- [REQUIRED WORK]: Give each record below again, without a single difference.

━━━━━ DATA PROVIDED ━━━━━

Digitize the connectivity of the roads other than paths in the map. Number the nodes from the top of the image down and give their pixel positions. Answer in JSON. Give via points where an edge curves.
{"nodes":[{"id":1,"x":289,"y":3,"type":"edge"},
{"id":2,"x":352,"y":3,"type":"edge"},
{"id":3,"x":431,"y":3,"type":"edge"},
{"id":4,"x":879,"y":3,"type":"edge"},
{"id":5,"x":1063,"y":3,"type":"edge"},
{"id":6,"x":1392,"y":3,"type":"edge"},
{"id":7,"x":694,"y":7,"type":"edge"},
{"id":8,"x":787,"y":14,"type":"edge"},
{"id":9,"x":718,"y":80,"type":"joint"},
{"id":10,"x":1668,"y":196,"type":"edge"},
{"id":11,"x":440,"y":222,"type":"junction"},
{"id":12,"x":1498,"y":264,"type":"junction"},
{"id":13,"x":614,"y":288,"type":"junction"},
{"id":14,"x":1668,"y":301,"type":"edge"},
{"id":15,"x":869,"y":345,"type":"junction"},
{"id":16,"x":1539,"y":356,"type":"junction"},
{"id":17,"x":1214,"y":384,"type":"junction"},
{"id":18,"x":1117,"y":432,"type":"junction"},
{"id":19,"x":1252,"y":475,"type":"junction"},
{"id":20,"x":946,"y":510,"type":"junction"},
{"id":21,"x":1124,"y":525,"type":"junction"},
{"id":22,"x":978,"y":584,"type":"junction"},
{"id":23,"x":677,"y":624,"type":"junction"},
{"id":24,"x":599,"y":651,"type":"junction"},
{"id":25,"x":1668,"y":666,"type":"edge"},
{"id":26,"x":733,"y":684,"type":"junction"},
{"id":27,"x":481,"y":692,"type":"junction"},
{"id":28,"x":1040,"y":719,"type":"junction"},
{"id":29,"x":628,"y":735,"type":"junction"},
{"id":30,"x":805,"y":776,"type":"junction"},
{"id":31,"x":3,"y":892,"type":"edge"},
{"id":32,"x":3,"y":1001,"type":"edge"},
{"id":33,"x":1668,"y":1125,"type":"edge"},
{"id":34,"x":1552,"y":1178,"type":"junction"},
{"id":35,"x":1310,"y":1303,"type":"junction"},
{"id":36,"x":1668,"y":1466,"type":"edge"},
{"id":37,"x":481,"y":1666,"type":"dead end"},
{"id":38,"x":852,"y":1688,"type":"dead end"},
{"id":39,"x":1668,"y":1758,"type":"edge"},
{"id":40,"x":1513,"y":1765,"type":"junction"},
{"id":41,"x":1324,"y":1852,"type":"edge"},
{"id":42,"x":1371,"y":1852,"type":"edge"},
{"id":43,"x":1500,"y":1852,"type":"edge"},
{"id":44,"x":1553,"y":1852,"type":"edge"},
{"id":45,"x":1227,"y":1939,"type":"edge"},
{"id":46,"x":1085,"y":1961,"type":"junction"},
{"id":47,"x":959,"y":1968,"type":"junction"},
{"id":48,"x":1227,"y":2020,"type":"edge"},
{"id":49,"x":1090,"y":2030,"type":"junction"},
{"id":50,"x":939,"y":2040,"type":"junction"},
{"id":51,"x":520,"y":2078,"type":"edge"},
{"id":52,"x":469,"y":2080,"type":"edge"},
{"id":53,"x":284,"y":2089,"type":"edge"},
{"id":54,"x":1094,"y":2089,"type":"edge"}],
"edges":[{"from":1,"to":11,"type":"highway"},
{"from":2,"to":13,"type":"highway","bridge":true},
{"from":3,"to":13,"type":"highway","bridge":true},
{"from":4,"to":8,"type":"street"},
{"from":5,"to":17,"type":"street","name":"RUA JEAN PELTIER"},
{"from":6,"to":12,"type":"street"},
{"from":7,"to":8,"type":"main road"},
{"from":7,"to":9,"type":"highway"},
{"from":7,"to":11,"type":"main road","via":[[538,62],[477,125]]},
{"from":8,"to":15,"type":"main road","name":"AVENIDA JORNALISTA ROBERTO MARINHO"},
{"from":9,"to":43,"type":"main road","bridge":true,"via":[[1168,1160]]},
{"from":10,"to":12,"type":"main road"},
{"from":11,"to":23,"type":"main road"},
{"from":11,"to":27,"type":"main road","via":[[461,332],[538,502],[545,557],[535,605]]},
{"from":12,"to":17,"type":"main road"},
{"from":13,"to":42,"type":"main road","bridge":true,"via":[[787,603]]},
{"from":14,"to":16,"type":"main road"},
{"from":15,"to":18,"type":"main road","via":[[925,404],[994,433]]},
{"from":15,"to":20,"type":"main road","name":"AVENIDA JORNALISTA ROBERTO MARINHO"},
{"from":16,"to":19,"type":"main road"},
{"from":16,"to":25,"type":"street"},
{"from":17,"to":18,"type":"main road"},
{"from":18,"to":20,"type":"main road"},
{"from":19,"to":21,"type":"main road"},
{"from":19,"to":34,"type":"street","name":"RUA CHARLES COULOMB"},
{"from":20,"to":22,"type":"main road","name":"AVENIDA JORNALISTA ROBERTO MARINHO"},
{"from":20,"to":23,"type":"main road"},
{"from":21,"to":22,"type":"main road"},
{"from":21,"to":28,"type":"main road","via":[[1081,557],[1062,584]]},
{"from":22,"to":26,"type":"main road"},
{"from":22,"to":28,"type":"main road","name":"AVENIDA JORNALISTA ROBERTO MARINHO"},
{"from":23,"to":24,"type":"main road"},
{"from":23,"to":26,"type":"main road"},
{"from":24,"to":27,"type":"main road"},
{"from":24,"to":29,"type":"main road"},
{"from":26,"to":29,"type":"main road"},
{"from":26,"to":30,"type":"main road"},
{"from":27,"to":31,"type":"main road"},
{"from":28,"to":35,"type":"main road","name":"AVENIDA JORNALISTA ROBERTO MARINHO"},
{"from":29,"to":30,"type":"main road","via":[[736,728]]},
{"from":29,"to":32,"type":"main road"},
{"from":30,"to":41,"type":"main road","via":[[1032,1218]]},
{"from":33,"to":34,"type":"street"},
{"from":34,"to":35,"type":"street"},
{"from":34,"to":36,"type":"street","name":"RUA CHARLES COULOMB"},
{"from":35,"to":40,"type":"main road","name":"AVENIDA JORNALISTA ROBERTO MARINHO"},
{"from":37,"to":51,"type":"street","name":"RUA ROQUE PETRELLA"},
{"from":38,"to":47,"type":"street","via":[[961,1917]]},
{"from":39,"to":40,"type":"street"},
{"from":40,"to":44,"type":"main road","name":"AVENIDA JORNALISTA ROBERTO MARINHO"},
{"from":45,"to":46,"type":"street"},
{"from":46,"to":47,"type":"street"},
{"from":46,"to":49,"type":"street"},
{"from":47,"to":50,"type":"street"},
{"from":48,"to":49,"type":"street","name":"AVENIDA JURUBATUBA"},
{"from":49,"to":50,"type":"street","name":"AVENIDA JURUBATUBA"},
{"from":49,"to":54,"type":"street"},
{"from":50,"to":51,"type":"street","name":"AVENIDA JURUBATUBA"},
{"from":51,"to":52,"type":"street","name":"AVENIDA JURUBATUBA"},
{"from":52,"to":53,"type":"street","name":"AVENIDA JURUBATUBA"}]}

━━━━━

- [ANSWER SECTION]:
Digitize the connectivity of the roads other than paths in the map. Number the nodes from the top of the image down and give their pixel positions. Answer in JSON. Give via points where an edge curves.
{"nodes":[{"id":1,"x":289,"y":3,"type":"edge"},
{"id":2,"x":352,"y":3,"type":"edge"},
{"id":3,"x":431,"y":3,"type":"edge"},
{"id":4,"x":879,"y":3,"type":"edge"},
{"id":5,"x":1063,"y":3,"type":"edge"},
{"id":6,"x":1392,"y":3,"type":"edge"},
{"id":7,"x":694,"y":7,"type":"edge"},
{"id":8,"x":787,"y":14,"type":"edge"},
{"id":9,"x":718,"y":80,"type":"joint"},
{"id":10,"x":1668,"y":196,"type":"edge"},
{"id":11,"x":440,"y":222,"type":"junction"},
{"id":12,"x":1498,"y":264,"type":"junction"},
{"id":13,"x":614,"y":288,"type":"junction"},
{"id":14,"x":1668,"y":301,"type":"edge"},
{"id":15,"x":869,"y":345,"type":"junction"},
{"id":16,"x":1539,"y":356,"type":"junction"},
{"id":17,"x":1214,"y":384,"type":"junction"},
{"id":18,"x":1117,"y":432,"type":"junction"},
{"id":19,"x":1252,"y":475,"type":"junction"},
{"id":20,"x":946,"y":510,"type":"junction"},
{"id":21,"x":1124,"y":525,"type":"junction"},
{"id":22,"x":978,"y":584,"type":"junction"},
{"id":23,"x":677,"y":624,"type":"junction"},
{"id":24,"x":599,"y":651,"type":"junction"},
{"id":25,"x":1668,"y":666,"type":"edge"},
{"id":26,"x":733,"y":684,"type":"junction"},
{"id":27,"x":481,"y":692,"type":"junction"},
{"id":28,"x":1040,"y":719,"type":"junction"},
{"id":29,"x":628,"y":735,"type":"junction"},
{"id":30,"x":805,"y":776,"type":"junction"},
{"id":31,"x":3,"y":892,"type":"edge"},
{"id":32,"x":3,"y":1001,"type":"edge"},
{"id":33,"x":1668,"y":1125,"type":"edge"},
{"id":34,"x":1552,"y":1178,"type":"junction"},
{"id":35,"x":1310,"y":1303,"type":"junction"},
{"id":36,"x":1668,"y":1466,"type":"edge"},
{"id":37,"x":481,"y":1666,"type":"dead end"},
{"id":38,"x":852,"y":1688,"type":"dead end"},
{"id":39,"x":1668,"y":1758,"type":"edge"},
{"id":40,"x":1513,"y":1765,"type":"junction"},
{"id":41,"x":1324,"y":1852,"type":"edge"},
{"id":42,"x":1371,"y":1852,"type":"edge"},
{"id":43,"x":1500,"y":1852,"type":"edge"},
{"id":44,"x":1553,"y":1852,"type":"edge"},
{"id":45,"x":1227,"y":1939,"type":"edge"},
{"id":46,"x":1085,"y":1961,"type":"junction"},
{"id":47,"x":959,"y":1968,"type":"junction"},
{"id":48,"x":1227,"y":2020,"type":"edge"},
{"id":49,"x":1090,"y":2030,"type":"junction"},
{"id":50,"x":939,"y":2040,"type":"junction"},
{"id":51,"x":520,"y":2078,"type":"edge"},
{"id":52,"x":469,"y":2080,"type":"edge"},
{"id":53,"x":284,"y":2089,"type":"edge"},
{"id":54,"x":1094,"y":2089,"type":"edge"}],
"edges":[{"from":1,"to":11,"type":"highway"},
{"from":2,"to":13,"type":"highway","bridge":true},
{"from":3,"to":13,"type":"highway","bridge":true},
{"from":4,"to":8,"type":"street"},
{"from":5,"to":17,"type":"street","name":"RUA JEAN PELTIER"},
{"from":6,"to":12,"type":"street"},
{"from":7,"to":8,"type":"main road"},
{"from":7,"to":9,"type":"highway"},
{"from":7,"to":11,"type":"main road","via":[[538,62],[477,125]]},
{"from":8,"to":15,"type":"main road","name":"AVENIDA JORNALISTA ROBERTO MARINHO"},
{"from":9,"to":43,"type":"main road","bridge":true,"via":[[1168,1160]]},
{"from":10,"to":12,"type":"main road"},
{"from":11,"to":23,"type":"main road"},
{"from":11,"to":27,"type":"main road","via":[[461,332],[538,502],[545,557],[535,605]]},
{"from":12,"to":17,"type":"main road"},
{"from":13,"to":42,"type":"main road","bridge":true,"via":[[787,603]]},
{"from":14,"to":16,"type":"main road"},
{"from":15,"to":18,"type":"main road","via":[[925,404],[994,433]]},
{"from":15,"to":20,"type":"main road","name":"AVENIDA JORNALISTA ROBERTO MARINHO"},
{"from":16,"to":19,"type":"main road"},
{"from":16,"to":25,"type":"street"},
{"from":17,"to":18,"type":"main road"},
{"from":18,"to":20,"type":"main road"},
{"from":19,"to":21,"type":"main road"},
{"from":19,"to":34,"type":"street","name":"RUA CHARLES COULOMB"},
{"from":20,"to":22,"type":"main road","name":"AVENIDA JORNALISTA ROBERTO MARINHO"},
{"from":20,"to":23,"type":"main road"},
{"from":21,"to":22,"type":"main road"},
{"from":21,"to":28,"type":"main road","via":[[1081,557],[1062,584]]},
{"from":22,"to":26,"type":"main road"},
{"from":22,"to":28,"type":"main road","name":"AVENIDA JORNALISTA ROBERTO MARINHO"},
{"from":23,"to":24,"type":"main road"},
{"from":23,"to":26,"type":"main road"},
{"from":24,"to":27,"type":"main road"},
{"from":24,"to":29,"type":"main road"},
{"from":26,"to":29,"type":"main road"},
{"from":26,"to":30,"type":"main road"},
{"from":27,"to":31,"type":"main road"},
{"from":28,"to":35,"type":"main road","name":"AVENIDA JORNALISTA ROBERTO MARINHO"},
{"from":29,"to":30,"type":"main road","via":[[736,728]]},
{"from":29,"to":32,"type":"main road"},
{"from":30,"to":41,"type":"main road","via":[[1032,1218]]},
{"from":33,"to":34,"type":"street"},
{"from":34,"to":35,"type":"street"},
{"from":34,"to":36,"type":"street","name":"RUA CHARLES COULOMB"},
{"from":35,"to":40,"type":"main road","name":"AVENIDA JORNALISTA ROBERTO MARINHO"},
{"from":37,"to":51,"type":"street","name":"RUA ROQUE PETRELLA"},
{"from":38,"to":47,"type":"street","via":[[961,1917]]},
{"from":39,"to":40,"type":"street"},
{"from":40,"to":44,"type":"main road","name":"AVENIDA JORNALISTA ROBERTO MARINHO"},
{"from":45,"to":46,"type":"street"},
{"from":46,"to":47,"type":"street"},
{"from":46,"to":49,"type":"street"},
{"from":47,"to":50,"type":"street"},
{"from":48,"to":49,"type":"street","name":"AVENIDA JURUBATUBA"},
{"from":49,"to":50,"type":"street","name":"AVENIDA JURUBATUBA"},
{"from":49,"to":54,"type":"street"},
{"from":50,"to":51,"type":"street","name":"AVENIDA JURUBATUBA"},
{"from":51,"to":52,"type":"street","name":"AVENIDA JURUBATUBA"},
{"from":52,"to":53,"type":"street","name":"AVENIDA JURUBATUBA"}]}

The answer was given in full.